How to use case studies¶
If one wants to analyze a particular set of revisions or wants to re-evaluate the same revision over and over again, we can fixate the revisions we are interested in by creating a CaseStudy
.
First, create a folder, where your config should be saved.
Then, create a case study that specifies the revision to be analyzed.
To ease the creation of case studies the tool suite offers different selection strategies to choose revisions from the projects history, e.g., based on a probability distribution.
For example, to get the latest revision of a project use:
vara-cs gen -p PROJECT_NAME select_latest
As another example, we can generate a new case study for the project gzip
, drawing 10 revision from the projects history based on a half-normal distribution, with:
vara-cs gen -p gzip select_sample HalfNormalSamplingMethod --num-rev 10
Multiple case studies, e.g., a set of case studies used for a paper, can be grouped into a paper config so that they can be managed together more easily. For more information see How to use paper configs.

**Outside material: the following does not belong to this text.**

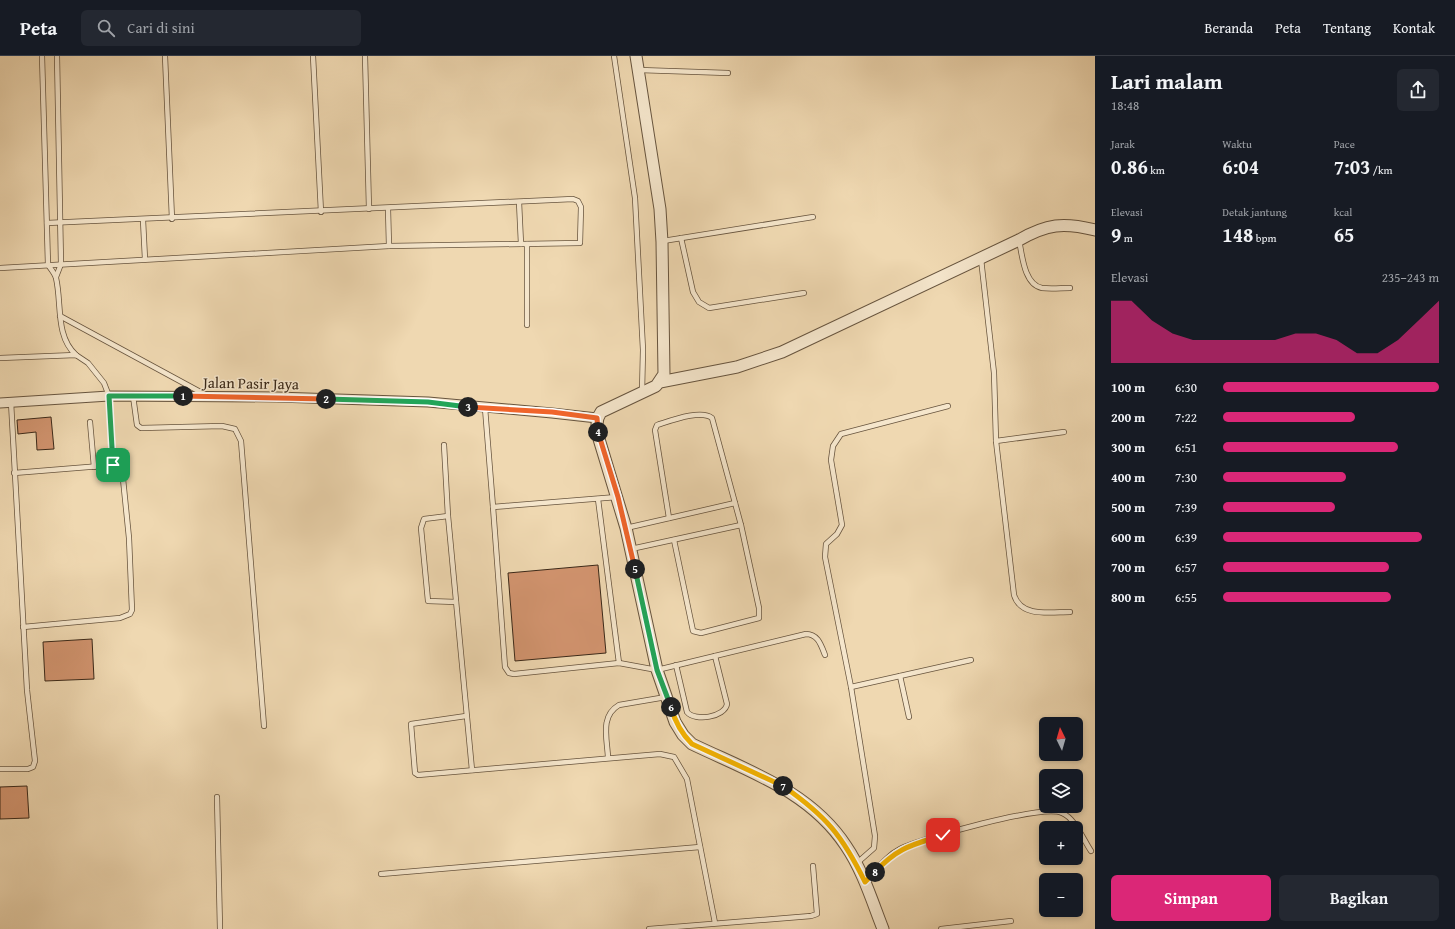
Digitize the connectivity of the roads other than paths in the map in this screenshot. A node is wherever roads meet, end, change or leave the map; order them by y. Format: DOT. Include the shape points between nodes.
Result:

Extending an existing case study is easy, just select more revisions and they will be added automatically. Should you wish to drop the old revisions, just pass –override, this will remove the old ones and afterwards add the newly selected revisions.
Warning
The specified distribution only relates to the newly added revisions but does not include revisions previously added. If one wants to draw all revision according to the same distribution the old case study needs to be overwritten.
How to use paper configs¶
Paper configs are used to group different case studies together. Take, for example, the case where one wants to analyze the projects, gzip and git, for the evaluation of a paper that get’s submitted to ase-17. First, one creates different case studies for each project selecting the different revisions that should be analyzed. Second, all case studies related to the evaluation for ase-17 are grouped into a folder – the paper config – to relate them to the paper. Now we can design and run our experiment for ase-17 on all revisions added through case studies in the paper config and generate our experiment results.
The paper config now allows us to reproduce all the results for our paper with a single call to the tool suite. Furthermore, this is also helpful for other researchers that are now able to reproduce our results.
In more detail, our specified paper config allows the tool suite to tell BenchBuild which revisions should be analyzed to evaluate a set of case studies. For example, a setup could look like this:
paper_configs
├── ase-17
│ ├── gzip_0.case_study
│ ├── gzip_1.case_study
│ └── git_0.case_study
└── icse-18
├── gzip_0.case_study
└── git_0.case_study
In this example, we got two paper configs, one for ase-17
another for icse-18
.
We see different case studies for gzip
and git
, notice here that we can create multiple case studies for one project.
If we now want to evaluate our set for icse-18
we set the paper-config folder to the root of our config tree and select the icse-18
folder as our current config in the settings file .vara.yaml
, like this:
paper_config:
current_config:
value: icse-18
folder:
value: /home/foo/vara/paper_configs/
Next, we can run our experiment with BenchBuild as usual. During experiment execution, BenchBuild will load our config and only evaluate the needed revisions.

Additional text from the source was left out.